Sent from my LM-G820 using Michigan Sportsman mobile app


----------



## Lerms

Saying that kids wont get into spearing is insane, I have two daughter's, they can't stand looking at a 8 or 10 inch hole holding a jigging pole they get board fast. Now looking in a spear hole seeing fish and swimming decoys is a blast to them. It takes 3 times longer before they are board. If your kids are on their butts all day playing video games it could be how they were raised. My daughters love shooting, fishing and being in the woods with me. Just saying the decline in youth participation in hunting and fishing has a lot to do with the parents and their involvement in getting the said youth into the sport.


----------



## mondrella

Lerms said:


> Saying that kids wont get into spearing is insane, I have two daughter's, they can't stand looking at a 8 or 10 inch hole holding a jigging pole they get board fast. Now looking in a spear hole seeing fish and swimming decoys is a blast to them. It takes 3 times longer before they are board. If your kids are on their butts all day playing video games it could be how they were raised. My daughters love shooting, fishing and being in the woods with me. Just saying the decline in youth participation in hunting and fishing has a lot to do with the parents and their involvement in getting the said youth into the sport.


 Spot on!!


----------



## garyb

Lerms said:


> Saying that kids wont get into spearing is insane, I have two daughter's, they can't stand looking at a 8 or 10 inch hole holding a jigging pole they get board fast. Now looking in a spear hole seeing fish and swimming decoys is a blast to them. It takes 3 times longer before they are board. If your kids are on their butts all day playing video games it could be how they were raised. My daughters love shooting, fishing and being in the woods with me. Just saying the decline in youth participation in hunting and fishing has a lot to do with the parents and their involvement in getting the said youth into the sport.

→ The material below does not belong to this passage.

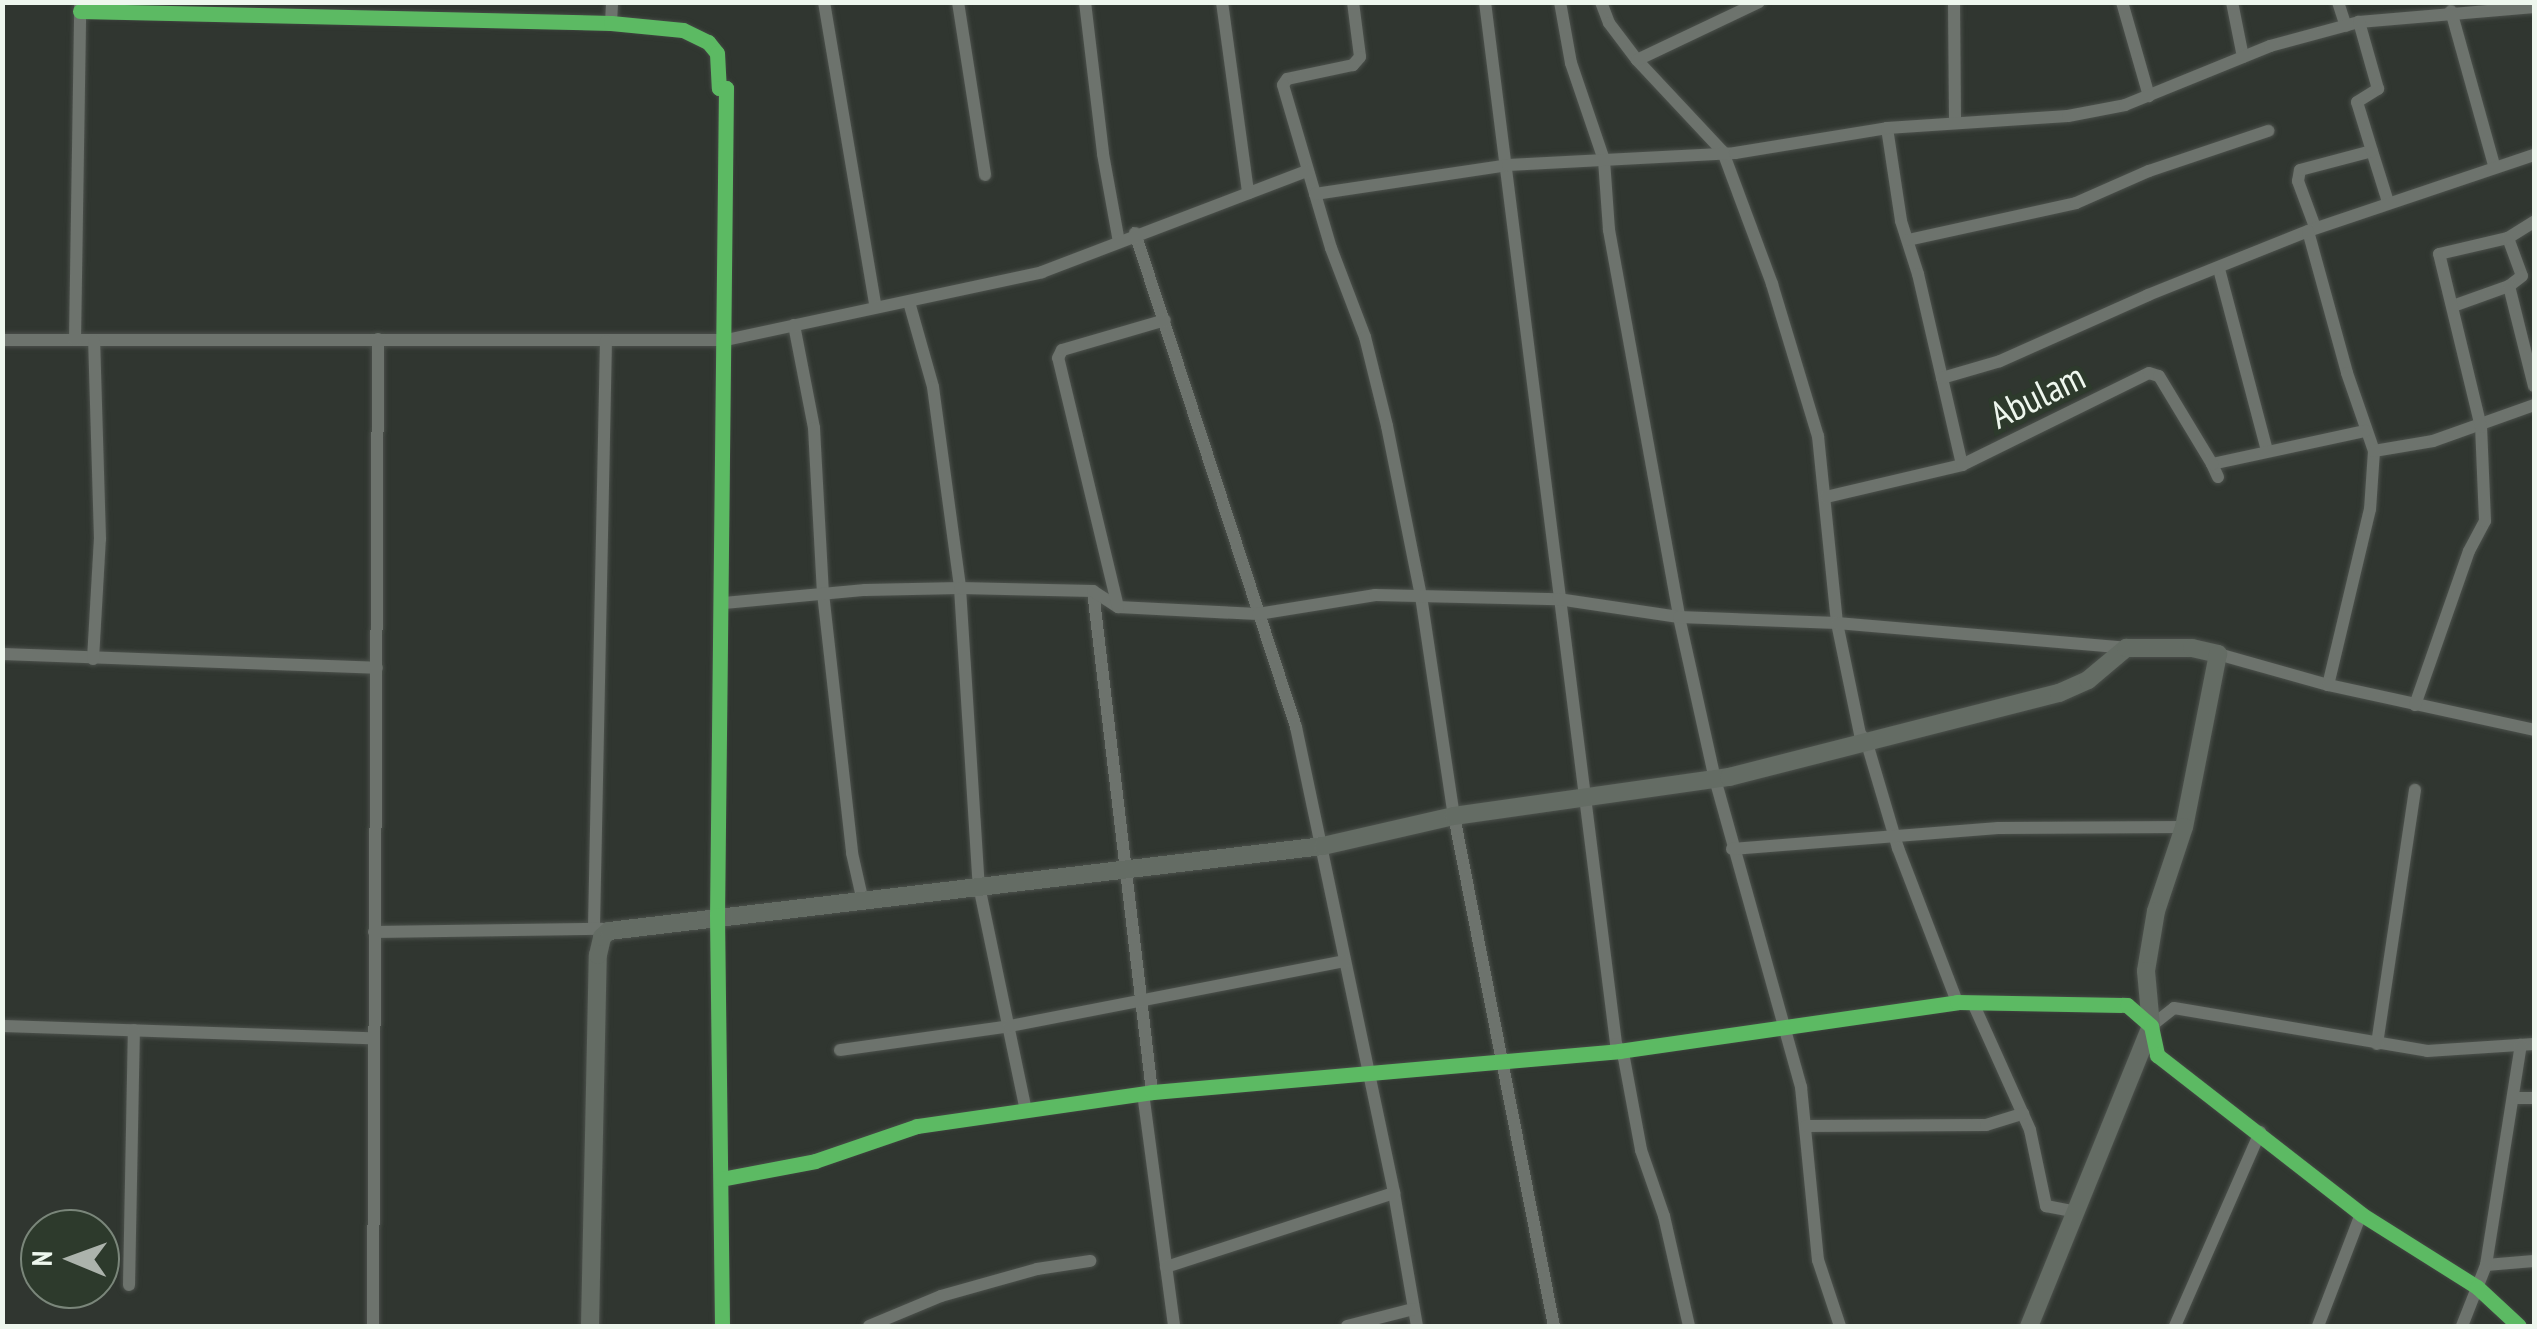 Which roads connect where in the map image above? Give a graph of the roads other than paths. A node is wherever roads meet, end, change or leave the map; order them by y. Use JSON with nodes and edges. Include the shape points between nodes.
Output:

I totally agree with the last part of your statement , except the first part . what if the kids were seeing fish swimming around in the 8 or 10 inch hole? I believe you can spook the fish faster with a spear than a hook with a bait on..just my .02 cents worth


----------



## mondrella

garyb said:


> I totally agree with the last part of your statement , except the first part . what if the kids were seeing fish swimming around in the 8 or 10 inch hole? I believe you can spook the fish faster with a spear than a hook with a bait on..just my .02 cents worth


You would spook fish with a spear. However spearing you are so much more part of the underwater world. Until you do it you wont understand. Its the best live youtube videos to kids.


----------



## garyb

mondrella said:


> You would spook fish with a spear. However spearing you are so much more part of the underwater world. Until you do it you wont understand. Its the best live youtube videos to kids.

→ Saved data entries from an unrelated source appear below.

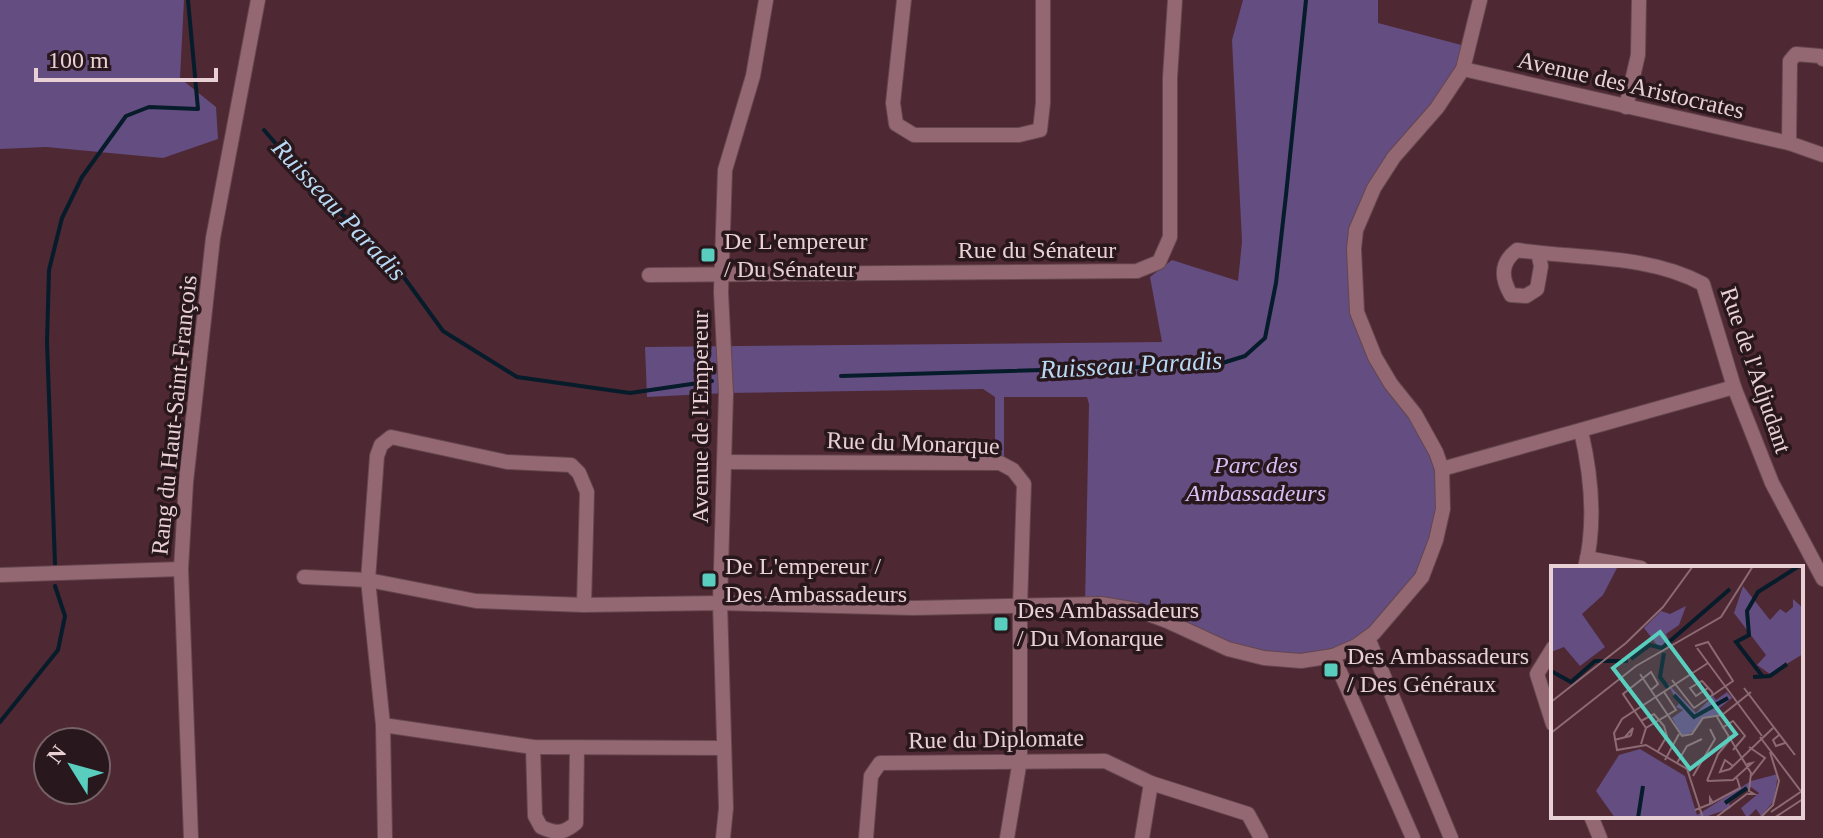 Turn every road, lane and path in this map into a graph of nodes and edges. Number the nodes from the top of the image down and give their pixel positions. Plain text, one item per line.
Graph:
1 (258, 0) edge
2 (766, 0) edge
3 (904, 0) edge
4 (1043, 0) edge
5 (1175, 0) edge
6 (1480, 0) edge
7 (1639, 0) edge
8 (1823, 59) edge
9 (1463, 69) junction
10 (1626, 107) junction
11 (1789, 143) junction
12 (1823, 155) edge
13 (1538, 253) dead end
14 (722, 273) junction
15 (649, 275) dead end
16 (1734, 387) junction
17 (1581, 431) junction
18 (725, 462) junction
19 (1442, 469) junction
20 (1586, 563) edge
21 (1619, 566) edge
22 (181, 569) junction
23 (0, 575) edge
24 (304, 577) dead end
25 (1823, 579) edge
26 (368, 580) junction
27 (720, 603) junction
28 (584, 605) junction
29 (1020, 607) junction
30 (1368, 638) junction
31 (1551, 651) edge
32 (1333, 656) junction
33 (1551, 718) edge
34 (383, 725) junction
35 (533, 747) junction
36 (724, 748) junction
37 (577, 749) junction
38 (1020, 760) junction
39 (1151, 783) junction
40 (1592, 818) edge
41 (191, 838) edge
42 (385, 838) edge
43 (723, 838) edge
44 (866, 838) edge
45 (1007, 838) edge
46 (1142, 838) edge
47 (1261, 838) edge
48 (1413, 838) edge
49 (1451, 838) edge
50 (1600, 838) edge

1 - 22 street, Rang du Haut-Saint-François
2 - 14 street, Avenue de l'Empereur
3 - 4 street
5 - 14 street, Rue du Sénateur
6 - 9 street
7 - 10 street
8 - 11 street
9 - 10 street, Avenue des Aristocrates
9 - 19 street
10 - 11 street, Avenue des Aristocrates
11 - 12 street, Avenue des Aristocrates
13 - 16 street, Rue de l'Adjudant
14 - 15 street, Rue du Sénateur
14 - 18 street, Avenue de l'Empereur
16 - 17 street
16 - 25 street, Rue de l'Adjudant
17 - 19 street
17 - 20 street
18 - 27 street, Avenue de l'Empereur
18 - 29 street, Rue du Monarque
19 - 30 street
20 - 21 street
22 - 23 street
22 - 41 street, Rang du Haut-Saint-François
24 - 26 street
26 - 28 street
26 - 28 street
26 - 34 street
27 - 28 street
27 - 29 street
27 - 36 street, Avenue de l'Empereur
29 - 32 street
29 - 38 street, Rue du Monarque
30 - 32 street
30 - 49 street
31 - 33 street
32 - 48 street
34 - 35 street
34 - 42 street
35 - 37 street
35 - 37 street
36 - 37 street
36 - 43 street, Avenue de l'Empereur
38 - 39 street, Rue du Diplomate
38 - 44 street, Rue du Diplomate
38 - 45 street, Rue du Monarque
39 - 46 street
39 - 47 street, Rue du Diplomate
40 - 50 street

I do understand , I have a underwater camera.and I love it, very educational


----------



## Scout 2

garyb said:


> I do understand , I have a underwater camera.and I love it, very educational


That would work somewhat but not the thrill you get staring down a hole and seeing fish first hand not on screen. You can learn what will spook them and what they are OK with. Then there is nothing like the thrill of staring down that hole and have a rat shoot out of the hole onto the floor of the shanty. LOL


----------



## on a call

Lerms said:


> Saying that kids wont get into spearing is insane, I have two daughter's, they can't stand looking at a 8 or 10 inch hole holding a jigging pole they get board fast. Now looking in a spear hole seeing fish and swimming decoys is a blast to them. It takes 3 times longer before they are board. If your kids are on their butts all day playing video games it could be how they were raised. My daughters love shooting, fishing and being in the woods with me. Just saying the decline in youth participation in hunting and fishing has a lot to do with the parents and their involvement in getting the said youth into the sport.

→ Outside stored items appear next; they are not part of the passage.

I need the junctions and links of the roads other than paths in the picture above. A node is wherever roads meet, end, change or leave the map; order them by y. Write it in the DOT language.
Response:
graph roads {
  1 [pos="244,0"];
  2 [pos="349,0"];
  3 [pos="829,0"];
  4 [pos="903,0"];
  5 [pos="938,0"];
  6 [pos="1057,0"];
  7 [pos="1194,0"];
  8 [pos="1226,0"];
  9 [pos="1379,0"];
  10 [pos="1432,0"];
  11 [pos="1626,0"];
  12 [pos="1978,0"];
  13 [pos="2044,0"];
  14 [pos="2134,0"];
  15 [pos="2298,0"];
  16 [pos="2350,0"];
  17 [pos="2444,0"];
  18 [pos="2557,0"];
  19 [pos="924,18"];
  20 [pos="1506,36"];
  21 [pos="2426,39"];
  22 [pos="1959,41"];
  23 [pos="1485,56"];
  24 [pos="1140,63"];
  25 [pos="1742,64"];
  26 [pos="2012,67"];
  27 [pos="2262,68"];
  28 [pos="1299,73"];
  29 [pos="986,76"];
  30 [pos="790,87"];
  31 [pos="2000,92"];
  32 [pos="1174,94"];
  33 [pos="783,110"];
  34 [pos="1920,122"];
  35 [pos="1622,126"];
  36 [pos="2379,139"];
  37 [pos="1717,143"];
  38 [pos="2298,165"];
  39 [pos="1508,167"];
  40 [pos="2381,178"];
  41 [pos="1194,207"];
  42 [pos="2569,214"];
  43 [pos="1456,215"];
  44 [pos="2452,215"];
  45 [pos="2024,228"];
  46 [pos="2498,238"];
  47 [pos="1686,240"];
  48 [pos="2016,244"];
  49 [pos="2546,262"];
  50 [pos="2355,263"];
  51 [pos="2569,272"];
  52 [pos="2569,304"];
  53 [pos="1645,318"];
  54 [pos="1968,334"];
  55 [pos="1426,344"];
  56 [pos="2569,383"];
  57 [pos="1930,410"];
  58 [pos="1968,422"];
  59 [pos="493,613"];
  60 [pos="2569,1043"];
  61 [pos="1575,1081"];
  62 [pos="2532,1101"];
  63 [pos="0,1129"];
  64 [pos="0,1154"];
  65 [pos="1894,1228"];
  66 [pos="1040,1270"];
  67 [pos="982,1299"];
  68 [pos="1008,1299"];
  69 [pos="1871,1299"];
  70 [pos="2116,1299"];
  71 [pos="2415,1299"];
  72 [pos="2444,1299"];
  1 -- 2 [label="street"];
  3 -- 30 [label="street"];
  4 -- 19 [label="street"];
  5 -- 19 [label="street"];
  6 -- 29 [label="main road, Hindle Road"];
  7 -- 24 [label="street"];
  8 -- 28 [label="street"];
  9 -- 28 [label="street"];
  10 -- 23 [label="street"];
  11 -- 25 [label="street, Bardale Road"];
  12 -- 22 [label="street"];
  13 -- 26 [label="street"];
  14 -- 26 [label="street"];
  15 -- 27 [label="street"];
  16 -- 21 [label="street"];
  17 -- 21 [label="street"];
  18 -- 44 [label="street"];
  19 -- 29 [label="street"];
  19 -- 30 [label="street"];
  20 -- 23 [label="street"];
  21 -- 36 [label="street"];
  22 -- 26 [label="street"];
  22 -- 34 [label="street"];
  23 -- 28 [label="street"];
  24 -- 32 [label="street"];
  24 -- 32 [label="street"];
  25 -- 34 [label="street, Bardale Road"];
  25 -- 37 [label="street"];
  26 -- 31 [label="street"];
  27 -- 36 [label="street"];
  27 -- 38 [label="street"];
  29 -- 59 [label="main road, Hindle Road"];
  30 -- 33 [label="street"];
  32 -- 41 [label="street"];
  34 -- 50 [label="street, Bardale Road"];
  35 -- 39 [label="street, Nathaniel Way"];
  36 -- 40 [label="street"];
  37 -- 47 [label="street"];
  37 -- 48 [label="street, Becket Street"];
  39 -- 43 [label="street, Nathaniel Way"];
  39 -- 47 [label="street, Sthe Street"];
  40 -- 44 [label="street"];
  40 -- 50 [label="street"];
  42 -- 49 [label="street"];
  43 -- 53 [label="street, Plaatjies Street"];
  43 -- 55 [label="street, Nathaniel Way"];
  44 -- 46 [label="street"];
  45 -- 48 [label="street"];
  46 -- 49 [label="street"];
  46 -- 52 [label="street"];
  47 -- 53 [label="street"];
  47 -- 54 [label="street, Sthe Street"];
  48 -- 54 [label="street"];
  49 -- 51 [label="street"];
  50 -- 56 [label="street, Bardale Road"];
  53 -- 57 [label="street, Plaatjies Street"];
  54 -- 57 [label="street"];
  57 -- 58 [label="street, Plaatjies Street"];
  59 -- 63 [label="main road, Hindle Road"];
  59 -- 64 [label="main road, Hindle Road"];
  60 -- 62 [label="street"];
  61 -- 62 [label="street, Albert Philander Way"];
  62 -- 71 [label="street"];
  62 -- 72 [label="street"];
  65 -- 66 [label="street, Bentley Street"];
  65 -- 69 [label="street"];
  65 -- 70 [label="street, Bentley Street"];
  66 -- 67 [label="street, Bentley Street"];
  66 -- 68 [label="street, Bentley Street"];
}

A lot of how kids view things is how they are raised. 
I have a feeling you are raising yours to enjoy life and the things that you can do...most miss out for sure !! 
I bet if one was to go to a high school and ask everyone there...have you ever looked into a spear hole...99 % or more would say no. However, if you were to ask who would like to...I bet 40% or more would say yes. 
So, well done Dad...keep up the good work. Let me know when they start building spears.


----------



## garyb

Scout 2 said:


> That would work somewhat but not the thrill you get staring down a hole and seeing fish first hand not on screen. You can learn what will spook them and what they are OK with. Then there is nothing like the thrill of staring down that hole and have a rat shoot out of the hole onto the floor of the shanty. LOL


all debateable…..to a point...staring down a hole and seeing a fish isn't very educational


----------



## mondrella

garyb said:


> all debateable…..to a point...staring down a hole and seeing a fish isn't very educational


SMH 

Shows you dont have a clue. I am on my third camera. I have seen more and learn more about fish and thier environment staring down a spear hole than any camera. A much bigger view spearing than the camera shows.


----------



## Scout 2

on a call said:


> A lot of how kids view things is how they are raised.
> I have a feeling you are raising yours to enjoy life and the things that you can do...most miss out for sure !!
> I bet if one was to go to a high school and ask everyone there...have you ever looked into a spear hole...99 % or more would say no. However, if you were to ask who would like to...I bet 40% or more would say yes.
> So, well done Dad...keep up the good work. Let me know when they start building spears.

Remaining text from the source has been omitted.